ECB’s Villeroy Warns of Persistent and Entrenched Eurozone Inflation Risk

11 April 2023

By Xavier D’Arcy – FRANKFURT (Econostream) – The Eurozone faces the risk of entrenched inflation, with price pressures becoming more widespread and potentially more persistent, European Central Bank Governing Council member François Villeroy de Galhau said on Tuesday.

Speaking at an event in New York, Villeroy, who heads the Banque de France, said that the ECB expected the impact of its rate hikes to amplify in the coming months.

‘[W]e now face the risk of entrenched inflation, which lies in the underlying or core component’, he said, adding that ‘inflation has become more widespread, and potentially more persistent.’ Monetary policy, he said, ‘is most effective on core inflation, and it is our duty to bring it back under control.’

The ECB’s 350bp of rate hikes ‘are in the process of passing through to the real economy, and we expect their effect to amplify in coming months’, he said. ‘We at the ECB are now moving from a “sprint” to a “long-distance race” at our next meetings’, he said, an observation he has made repeatedly since at least early January.

He reiterated the ECB’s guidance that ‘we will make decisions on potential new rate hikes by looking at three key economic indicators: inflation outlook, underlying inflation and monetary policy transmission.’

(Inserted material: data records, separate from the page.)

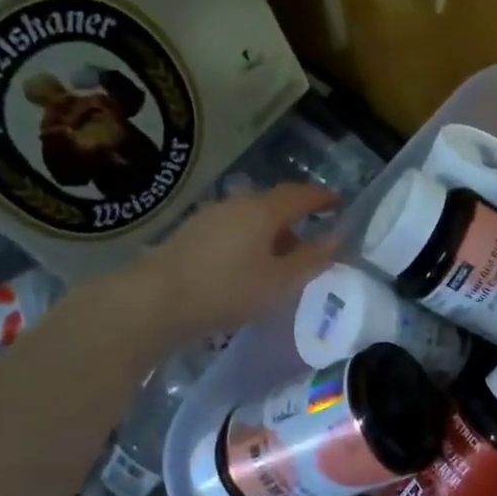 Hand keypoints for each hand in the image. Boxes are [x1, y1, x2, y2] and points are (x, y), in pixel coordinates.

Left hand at [111, 184, 340, 339]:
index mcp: (263, 210)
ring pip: (252, 219)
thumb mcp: (281, 282)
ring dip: (273, 233)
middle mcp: (237, 204)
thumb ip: (312, 260)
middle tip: (314, 240)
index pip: (301, 195)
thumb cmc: (228, 289)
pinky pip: (233, 231)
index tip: (340, 204)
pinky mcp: (192, 235)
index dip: (323, 198)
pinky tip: (250, 267)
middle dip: (297, 218)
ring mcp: (210, 217)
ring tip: (284, 260)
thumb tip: (336, 239)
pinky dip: (251, 242)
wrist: (156, 301)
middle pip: (274, 204)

The ECB was ‘fully committed’ to reining in inflation, he said, which would return ‘towards 2% by end 2024 or end 2025.’

The euro area economy was proving ‘remarkably resilient’ in his view, and he dismissed the possibility of a Eurozone recession in 2023 as ‘very remote’.

The inflation outlook ‘for 2023 and beyond has also recently improved – although with mixed news’, he said. There had been an ‘earlier-than-expected easing in energy prices’ and tensions on food markets were beginning to fade. However, despite energy and food being ‘traditionally the most volatile items in headline inflation’, they only constituted ‘about 30% of the average consumption basket’, he said.